Yesterday, I wrote 1,623 words on the eighth chapter of The Drowning Girl: A Memoir. A passage from Joseph Campbell (1970), writing on schizophrenia, is very apt: "The whole problem, it would seem, is somehow to go through it, even time and again, without shipwreck: the answer being not that one should not be permitted to go crazy; but that one should have been taught something already of the scenery to be entered and the powers to be met, given a formula of some kind by which to recognize, subdue them, and incorporate their energies." I've passed the 75,000 word mark— by more than a thousand, actually. After writing, we proofed "The Road of Pins" for Two Worlds and In Between.

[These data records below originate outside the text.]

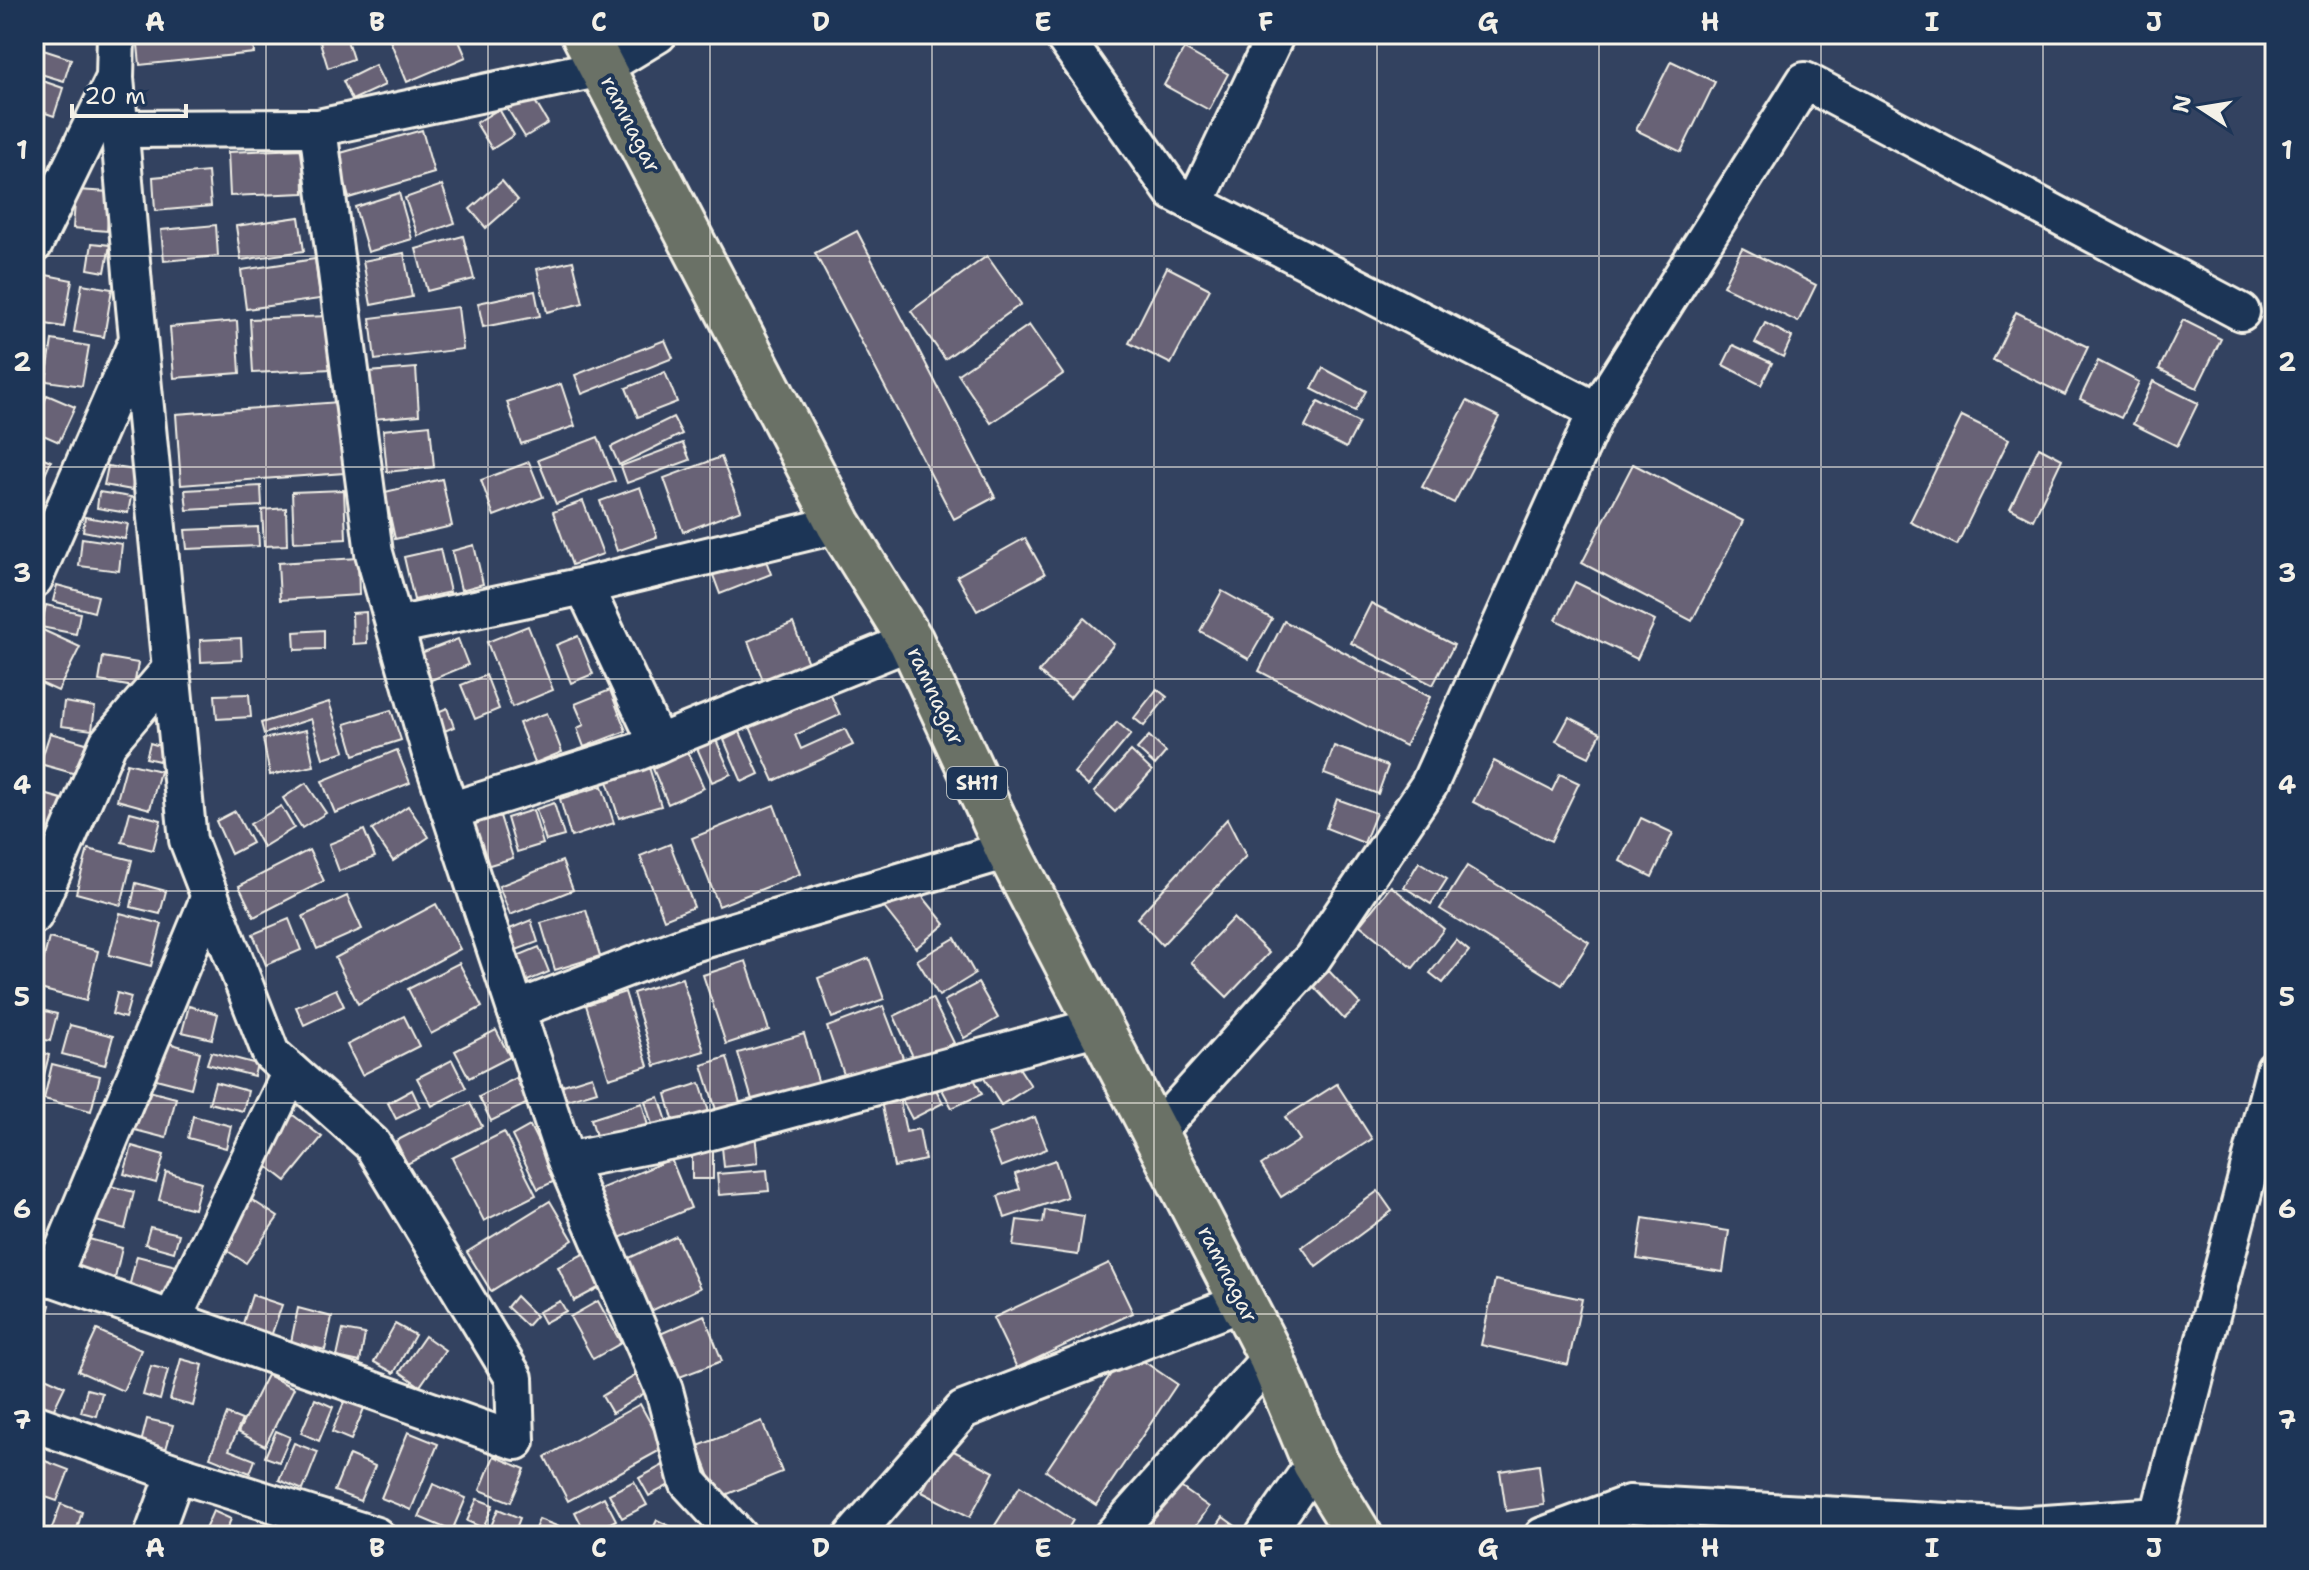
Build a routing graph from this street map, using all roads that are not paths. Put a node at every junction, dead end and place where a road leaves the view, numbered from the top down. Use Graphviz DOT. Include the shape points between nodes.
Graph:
graph roads {
  1 [pos="116,34"];
  2 [pos="658,34"];
  3 [pos="1062,34"];
  4 [pos="1276,34"];
  5 [pos="593,51"];
  6 [pos="115,78"];
  7 [pos="318,128"];
  8 [pos="120,129"];
  9 [pos="1195,204"];
  10 [pos="34,244"];
  11 [pos="2241,312"];
  12 [pos="139,338"];
  13 [pos="1597,411"];
  14 [pos="839,524"];
  15 [pos="34,579"];
  16 [pos="584,586"];
  17 [pos="395,626"];
  18 [pos="911,641"];
  19 [pos="171,669"];
  20 [pos="658,744"];
  21 [pos="450,811"];
  22 [pos="1008,850"];
  23 [pos="210,896"];
  24 [pos="34,915"];
  25 [pos="516,1010"];
  26 [pos="1099,1026"];
  27 [pos="2275,1069"];
  28 [pos="291,1072"];
  29 [pos="1155,1133"];
  30 [pos="566,1161"];
  31 [pos="43,1274"];
  32 [pos="1243,1302"];
  33 [pos="172,1320"];
  34 [pos="1271,1357"];
  35 [pos="34,1423"];
  36 [pos="1315,1463"];
  37 [pos="176,1473"];
  38 [pos="153,1536"];
  39 [pos="376,1536"];
  40 [pos="738,1536"];
  41 [pos="853,1536"];
  42 [pos="1112,1536"];
  43 [pos="1264,1536"];
  44 [pos="1360,1536"];
  45 [pos="1543,1536"];
  1 -- 6 [label="street"];
  2 -- 5 [label="street"];
  3 -- 9 [label="street" via="1173,192"];
  4 -- 9 [label="street"];
  5 -- 7 [label="street"];
  5 -- 14 [label="main road, ramnagar / SH11"];
  6 -- 8 [label="street"];
  6 -- 10 [label="street"];
  7 -- 8 [label="street"];
  7 -- 17 [label="street" via="374,553"];
  8 -- 12 [label="street"];
  9 -- 13 [label="street"];
  11 -- 13 [label="street" via="1805,81"];
  12 -- 15 [label="street"];
  12 -- 19 [label="street"];
  13 -- 29 [label="street" via="1429,785 1312,959"];
  14 -- 16 [label="street"];
  14 -- 18 [label="main road, ramnagar / SH11"];
  16 -- 17 [label="street"];
  16 -- 20 [label="street"];
  17 -- 21 [label="street"];
  18 -- 20 [label="street"];
  18 -- 22 [label="main road, ramnagar / SH11"];
  19 -- 23 [label="street" via="188,840"];
  19 -- 24 [label="street" via="108,743"];
  20 -- 21 [label="street"];
  21 -- 25 [label="street"];
  22 -- 25 [label="street" via="686,945"];
  22 -- 26 [label="main road, ramnagar / SH11"];
  23 -- 28 [label="street" via="271,1054"];
  23 -- 31 [label="street"];
  25 -- 30 [label="street"];
  26 -- 29 [label="main road, ramnagar / SH11"];
  26 -- 30 [label="street" via="688,1137"];
  27 -- 45 [label="street" via="2159,1516 2018,1526 1629,1504"];
  28 -- 33 [label="street"];
  28 -- 33 [label="street" via="380,1157 514,1378 516,1441"];
  29 -- 32 [label="main road, ramnagar / SH11"];
  30 -- 40 [label="street" via="664,1390 688,1482"];
  31 -- 33 [label="street"];
  32 -- 34 [label="main road, ramnagar / SH11"];
  32 -- 41 [label="street" via="963,1410"];
  34 -- 36 [label="main road, ramnagar / SH11"];
  34 -- 42 [label="street"];
  35 -- 37 [label="street"];
  36 -- 43 [label="street"];
  36 -- 44 [label="main road, ramnagar / SH11"];
  37 -- 38 [label="street"];
  37 -- 39 [label="street"];
}
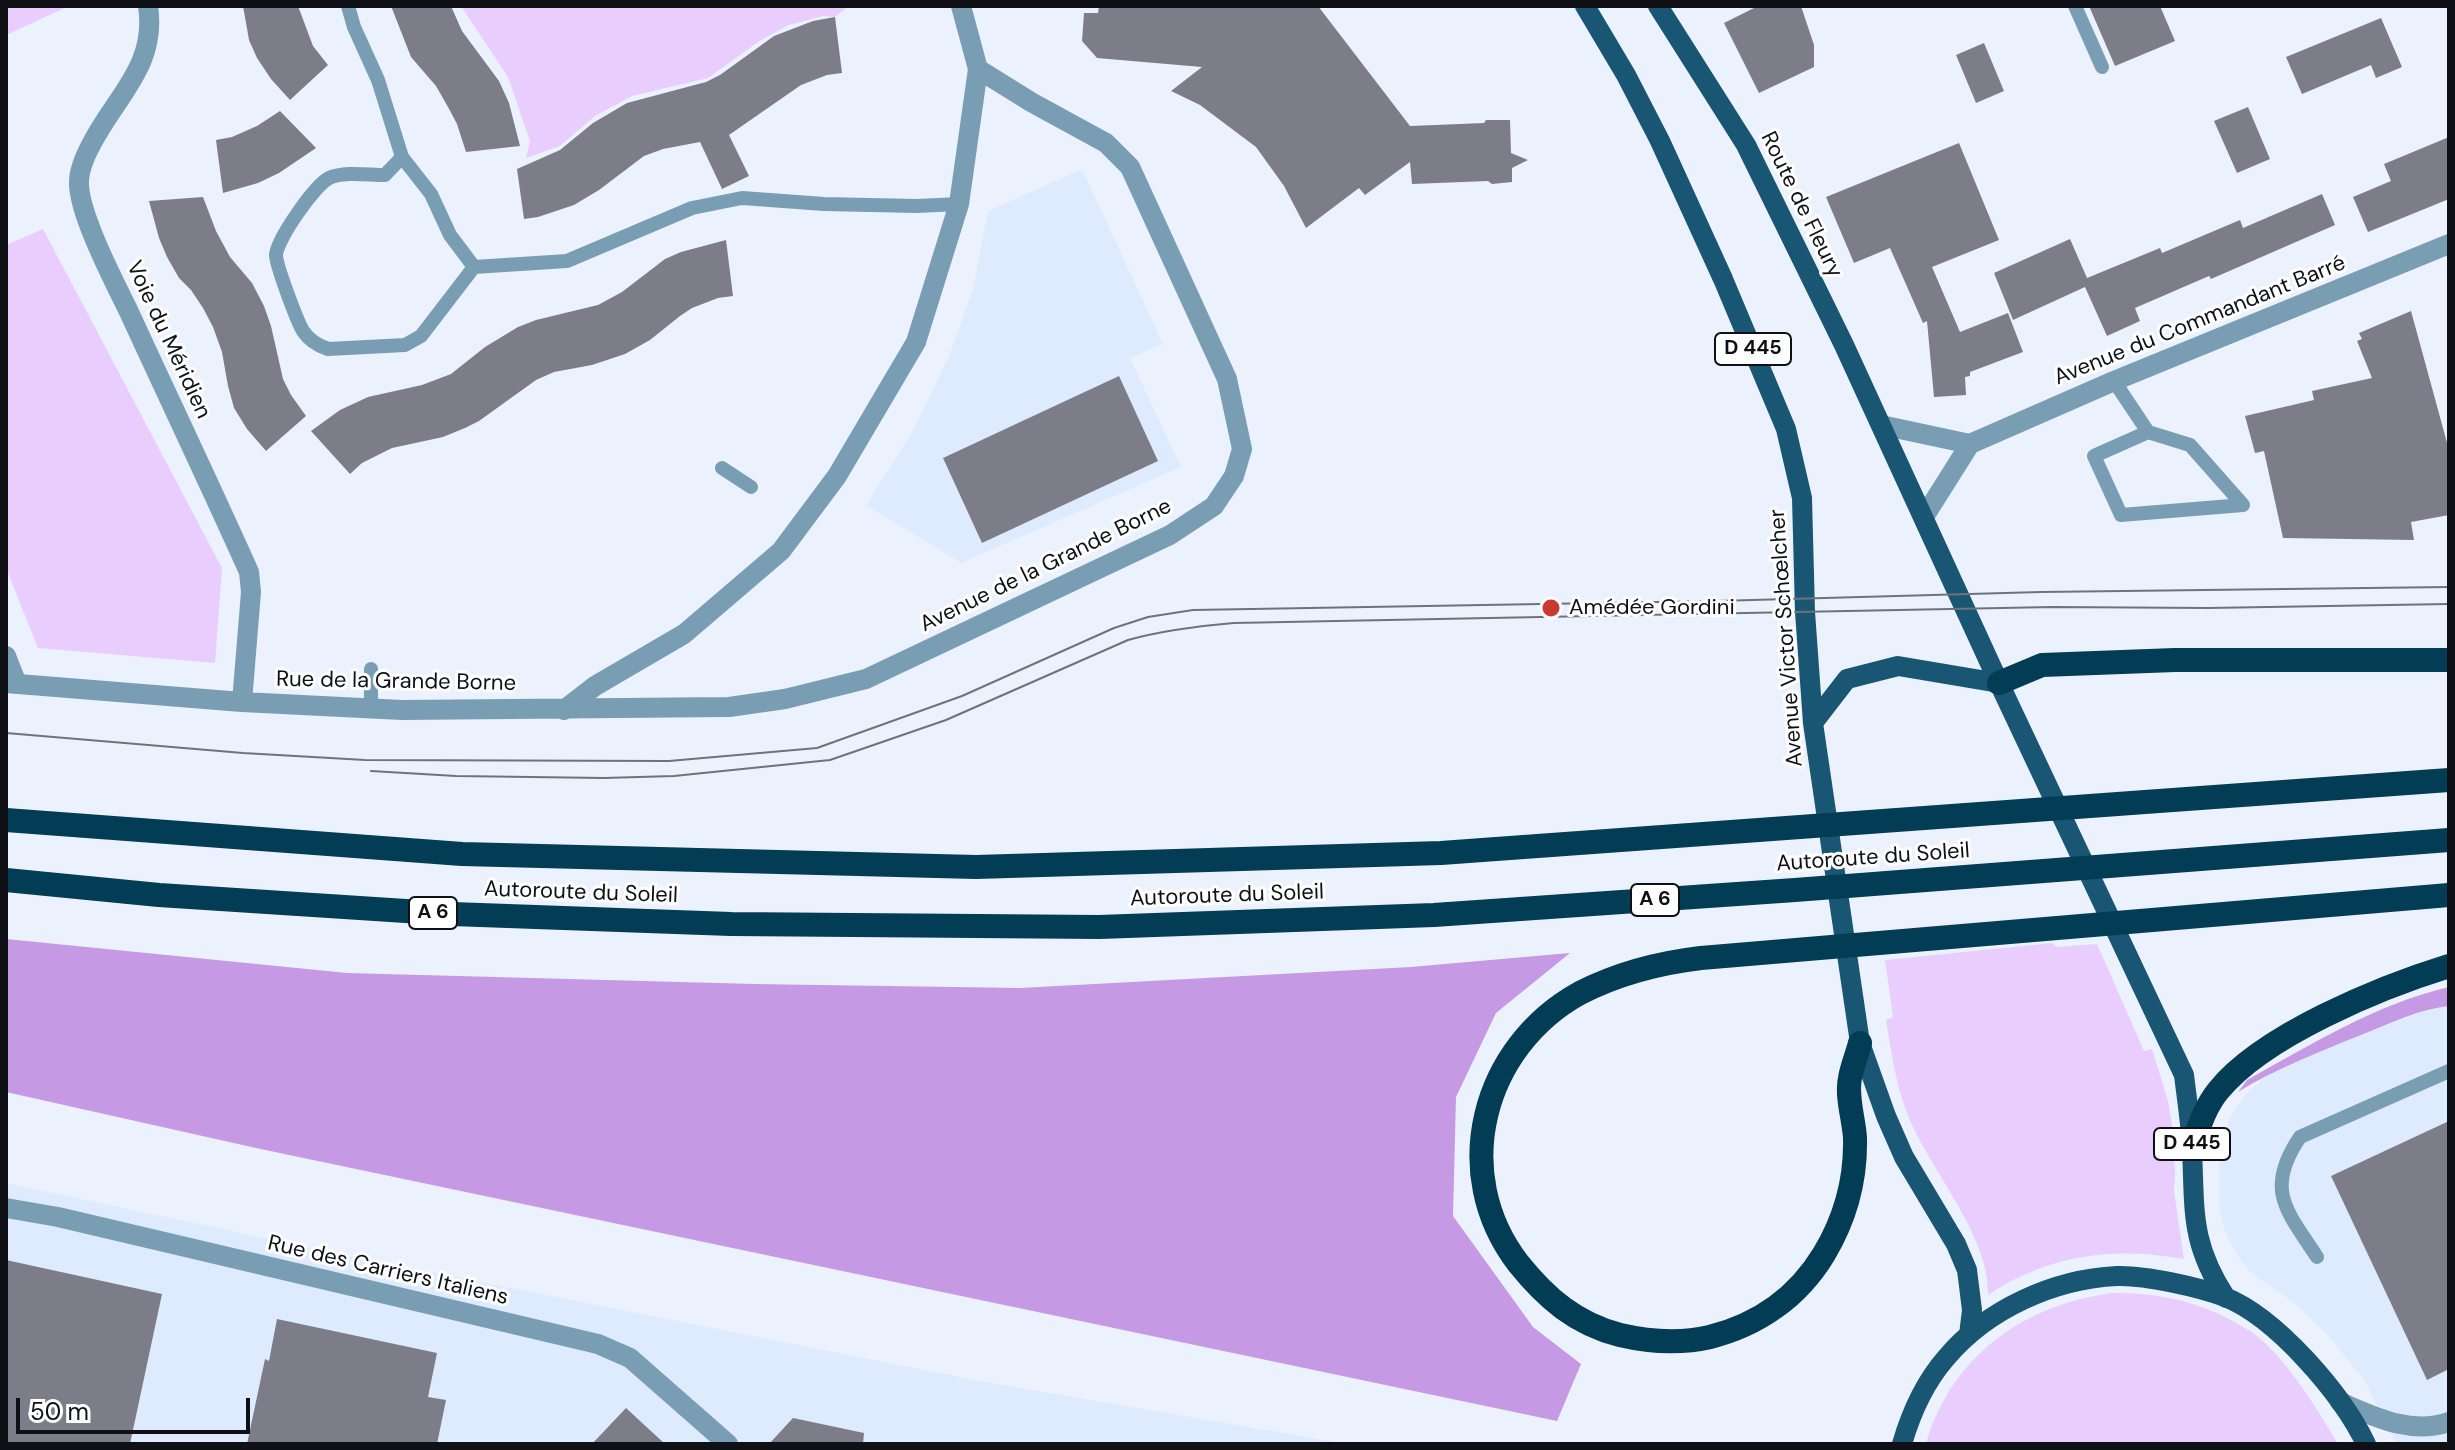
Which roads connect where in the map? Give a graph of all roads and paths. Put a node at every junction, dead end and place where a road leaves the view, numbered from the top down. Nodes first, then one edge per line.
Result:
1 (148, 6) edge
2 (348, 6) edge
3 (961, 6) edge
4 (1585, 6) edge
5 (2075, 6) edge
6 (1661, 10) edge
7 (2102, 67) dead end
8 (978, 69) junction
9 (402, 157) junction
10 (959, 204) junction
11 (2449, 244) edge
12 (474, 267) junction
13 (2114, 381) junction
14 (1881, 425) junction
15 (2148, 432) junction
16 (1970, 444) junction
17 (722, 468) dead end
18 (751, 487) dead end
19 (1924, 517) junction
20 (6, 656) edge
21 (2449, 660) edge
22 (371, 669) dead end
23 (11, 683) edge
24 (1999, 683) junction
25 (785, 699) joint
26 (242, 702) junction
27 (371, 709) junction
28 (564, 710) junction
29 (1813, 723) junction
30 (2449, 780) edge
31 (6, 820) edge
32 (2449, 840) edge
33 (6, 880) edge
34 (2449, 895) edge
35 (2449, 966) edge
36 (1860, 1043) junction
37 (2449, 1071) edge
38 (2192, 1146) junction
39 (6, 1208) edge
40 (2317, 1257) dead end
41 (2226, 1298) junction
42 (1969, 1335) junction
43 (2340, 1402) junction
44 (2449, 1422) edge
45 (728, 1444) edge
46 (1902, 1444) edge
47 (2366, 1444) edge

1 - 26 street, Voie du Méridien
2 - 9 lane
3 - 8 street
4 - 29 main road, Avenue Victor Schœlcher / D 445
5 - 7 lane
6 - 14 main road, Route de Fleury / D 445
8 - 10 street
8 - 25 street, Avenue de la Grande Borne
9 - 12 lane
9 - 12 lane
10 - 12 lane
10 - 28 street
11 - 13 street, Avenue du Commandant Barré
13 - 15 lane
13 - 16 street, Avenue du Commandant Barré
14 - 16 street
14 - 19 main road, D 445
15 - 15 lane
16 - 19 street
17 - 18 lane
19 - 24 main road, D 445
20 - 23 street
21 - 24 highway
22 - 27 lane
23 - 26 street, Rue de la Grande Borne
24 - 29 main road
24 - 38 main road, D 445
25 - 28 street, Rue de la Grande Borne
26 - 27 street, Rue de la Grande Borne
27 - 28 street, Rue de la Grande Borne
29 - 36 main road, Avenue Victor Schœlcher / D 445
30 - 31 highway, Autoroute du Soleil
32 - 33 highway, Autoroute du Soleil / A 6
34 - 36 highway
35 - 38 highway
36 - 42 main road, Avenue Victor Schœlcher / D 445
37 - 40 lane
38 - 41 main road, D 445
39 - 45 street, Rue des Carriers Italiens
41 - 42 main road
41 - 43 main road
42 - 46 main road
43 - 44 street
43 - 47 main road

Last night we spent a little time leveling our dead girls, Erszébetta and Tzilla. Then we finished reading Grace Krilonovich's The Orange Eats Creeps. I'm going to be processing this novel for quite a while. It resists any quick and easy assessment. But my first thought would be that I've encountered a shattered mind, that finally becomes incoherent, as madness increasingly refashions the world in the mad woman's image (unless it's the other way round), and I refer you back to the Joseph Campbell quote above. It's a very good novel, though it may not be at all what you'll expect going in, if all you expect is some weird shit about punk rock hobo junkie vampires drinking Robitussin and riding box cars around the Pacific Northwest. It sheds that skin fairly quickly, and moves into infinitely weirder, darker territories.

Yesterday, on a whim, I decided to snap a series of photos taken from my desk, from the chair where I spend most of most every day and night. I decided it wouldn't matter whether or not the photographs were good photographs, but they had to be taken from my chair. I ended up with thirteen, behind the cut (and don't forget to have a go at the question @ hand). I make no apologies for dust and clutter:

A Sessile Organism Views the World, 10 February 2011 )
greygirlbeast: (hatter2)
Sick as a dog. As a sick dog, I mean. I've never understood the whole "sick as a dog" thing, as though the normative canine state is sick. I've also never much understood football, but mostly, these days, I keep my mouth shut about it. Lots of people who get wet over touchdowns can't begin to appreciate the importance of a warlock's staff having +200 to shadow damage or why cool downs are such a bummer. So, live and let live. However, I wake up— not to news that the Packers beat the Steelers 31-25 (I actually had to google that) —but to a slew of articles analyzing and rating the goddamn commercials. And what's more baffling still, a whole bunch of Sturm und Drang about Christina Aguilera screwing up "The Star-Spangled Banner." Are you really surprised? She's Christina Aguilera. You let her sing a song with actual words, bad shit will ensue.

Anyway.

Yeah, sick. Bad night. Worse dreams. Feverish. Achy. Mucus in places mucus ought never be (a few sex-with-aliens scenarios aside).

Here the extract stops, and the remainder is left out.